Welcome to dabl, the Data Analysis Baseline Library

This project tries to help make supervised machine learning more accessible for beginners, and reduce boiler plate for common tasks.

This library is in very active development, so it’s not recommended for production use.

Development at github.com/amueller/dabl.

Examples

A minimum example of using dabl for classification is:

>>> import dabl
>>> from sklearn.model_selection import train_test_split
>>> from sklearn.datasets import load_digits
>>> X, y = load_digits(return_X_y=True)
>>> X_train, X_test, y_train, y_test = train_test_split(X, y, random_state=1)
>>> sc = dabl.SimpleClassifier().fit(X_train, y_train)
Running ...
>>> print("Accuracy score", sc.score(X_test, y_test))
Accuracy score 0.98

This will return increasingly better results immediately and should conclude within several seconds with an accuracy of 0.98.

The real strength of dabl is in providing simple interfaces for data exploration. Here are some examples of visualizations produced simply by calling plot(X, y):

_images/sphx_glr_plot_ames_003.png

Impact of categorical variables in the ames housing regression dataset.

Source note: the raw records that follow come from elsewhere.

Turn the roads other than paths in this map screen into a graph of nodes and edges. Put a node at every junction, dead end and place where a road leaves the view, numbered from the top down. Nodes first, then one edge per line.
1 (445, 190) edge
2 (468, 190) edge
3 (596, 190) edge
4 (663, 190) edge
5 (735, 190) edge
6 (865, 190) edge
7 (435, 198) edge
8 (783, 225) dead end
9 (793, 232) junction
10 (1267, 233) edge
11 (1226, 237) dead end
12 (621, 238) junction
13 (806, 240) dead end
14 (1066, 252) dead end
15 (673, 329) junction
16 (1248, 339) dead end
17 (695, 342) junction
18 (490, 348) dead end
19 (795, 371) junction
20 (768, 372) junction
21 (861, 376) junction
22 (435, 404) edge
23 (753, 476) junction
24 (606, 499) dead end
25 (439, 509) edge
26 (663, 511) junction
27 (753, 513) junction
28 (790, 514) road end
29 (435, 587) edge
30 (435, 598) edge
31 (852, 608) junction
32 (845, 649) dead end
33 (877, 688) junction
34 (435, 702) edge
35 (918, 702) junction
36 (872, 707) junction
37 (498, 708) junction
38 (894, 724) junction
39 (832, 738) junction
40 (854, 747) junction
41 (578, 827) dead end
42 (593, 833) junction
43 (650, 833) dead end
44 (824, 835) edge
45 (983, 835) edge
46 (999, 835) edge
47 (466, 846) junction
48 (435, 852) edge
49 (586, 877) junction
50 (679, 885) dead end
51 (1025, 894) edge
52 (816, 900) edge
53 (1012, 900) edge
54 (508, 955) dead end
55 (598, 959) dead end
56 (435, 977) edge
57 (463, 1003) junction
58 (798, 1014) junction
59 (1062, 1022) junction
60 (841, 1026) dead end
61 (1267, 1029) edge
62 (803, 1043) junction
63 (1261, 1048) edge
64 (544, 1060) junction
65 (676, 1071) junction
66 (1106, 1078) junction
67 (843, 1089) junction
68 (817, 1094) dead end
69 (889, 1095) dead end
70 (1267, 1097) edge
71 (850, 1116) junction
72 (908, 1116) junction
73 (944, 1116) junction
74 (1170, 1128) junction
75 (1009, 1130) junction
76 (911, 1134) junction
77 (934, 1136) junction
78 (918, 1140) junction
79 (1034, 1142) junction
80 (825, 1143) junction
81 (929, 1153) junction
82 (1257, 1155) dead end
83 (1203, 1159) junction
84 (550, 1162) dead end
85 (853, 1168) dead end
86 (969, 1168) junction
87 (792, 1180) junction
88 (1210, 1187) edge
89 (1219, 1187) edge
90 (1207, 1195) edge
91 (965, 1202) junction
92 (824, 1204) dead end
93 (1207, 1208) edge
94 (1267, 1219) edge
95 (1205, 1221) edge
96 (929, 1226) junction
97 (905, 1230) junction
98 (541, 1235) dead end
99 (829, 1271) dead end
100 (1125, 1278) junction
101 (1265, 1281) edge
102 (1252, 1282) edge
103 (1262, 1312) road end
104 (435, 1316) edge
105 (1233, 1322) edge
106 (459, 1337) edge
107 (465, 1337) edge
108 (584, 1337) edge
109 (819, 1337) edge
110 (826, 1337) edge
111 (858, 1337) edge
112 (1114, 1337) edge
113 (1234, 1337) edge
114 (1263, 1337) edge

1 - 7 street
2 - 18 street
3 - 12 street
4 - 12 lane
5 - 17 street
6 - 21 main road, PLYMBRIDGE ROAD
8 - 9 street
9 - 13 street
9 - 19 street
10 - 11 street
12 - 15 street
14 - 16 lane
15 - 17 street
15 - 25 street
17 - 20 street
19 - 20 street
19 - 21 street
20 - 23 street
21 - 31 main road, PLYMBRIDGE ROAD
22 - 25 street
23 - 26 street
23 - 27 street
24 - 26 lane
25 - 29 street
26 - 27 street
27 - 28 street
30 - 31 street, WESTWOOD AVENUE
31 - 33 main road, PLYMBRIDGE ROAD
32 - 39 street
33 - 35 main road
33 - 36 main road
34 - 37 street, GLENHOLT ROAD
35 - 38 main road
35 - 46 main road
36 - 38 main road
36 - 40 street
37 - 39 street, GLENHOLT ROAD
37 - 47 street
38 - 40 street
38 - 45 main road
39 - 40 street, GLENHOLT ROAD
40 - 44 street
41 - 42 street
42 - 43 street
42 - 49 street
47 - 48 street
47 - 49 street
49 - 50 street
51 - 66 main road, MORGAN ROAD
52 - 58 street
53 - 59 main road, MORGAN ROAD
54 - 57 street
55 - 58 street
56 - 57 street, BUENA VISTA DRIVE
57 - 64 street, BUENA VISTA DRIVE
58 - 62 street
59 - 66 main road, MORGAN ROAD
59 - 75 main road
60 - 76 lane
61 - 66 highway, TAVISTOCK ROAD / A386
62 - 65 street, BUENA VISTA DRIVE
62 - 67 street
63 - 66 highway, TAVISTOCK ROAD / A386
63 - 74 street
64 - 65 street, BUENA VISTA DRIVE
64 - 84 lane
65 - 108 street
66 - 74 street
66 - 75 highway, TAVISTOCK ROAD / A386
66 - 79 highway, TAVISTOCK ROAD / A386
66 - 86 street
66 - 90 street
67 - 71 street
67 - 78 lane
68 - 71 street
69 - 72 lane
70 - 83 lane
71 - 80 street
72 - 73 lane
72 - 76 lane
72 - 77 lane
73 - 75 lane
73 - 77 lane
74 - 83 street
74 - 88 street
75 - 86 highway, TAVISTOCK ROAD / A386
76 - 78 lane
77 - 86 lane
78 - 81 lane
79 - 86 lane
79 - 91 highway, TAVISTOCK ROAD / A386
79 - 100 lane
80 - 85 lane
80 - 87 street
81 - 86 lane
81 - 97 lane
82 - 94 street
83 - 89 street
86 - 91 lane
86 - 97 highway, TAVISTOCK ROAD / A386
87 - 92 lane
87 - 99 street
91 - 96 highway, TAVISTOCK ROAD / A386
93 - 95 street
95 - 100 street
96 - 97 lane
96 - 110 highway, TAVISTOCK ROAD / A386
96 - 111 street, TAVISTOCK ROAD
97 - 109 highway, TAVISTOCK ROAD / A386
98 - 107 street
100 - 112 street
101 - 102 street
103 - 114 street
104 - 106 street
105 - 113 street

_images/sphx_glr_plot_splice_002.png

Mosaic plot of the categorical variables in the splice classification task.

_images/sphx_glr_plot_human_activity_003.png

Interesting pairplots are automatically found, such as here for the human activity classification dataset.

_images/sphx_glr_plot_mfeat_factors_005.png

Often Linear Discriminant Analysis can find interesting linear projections of the data. Here on the mfeat-factors dataset most of the 10 classes can be well spearated using a 2d projection.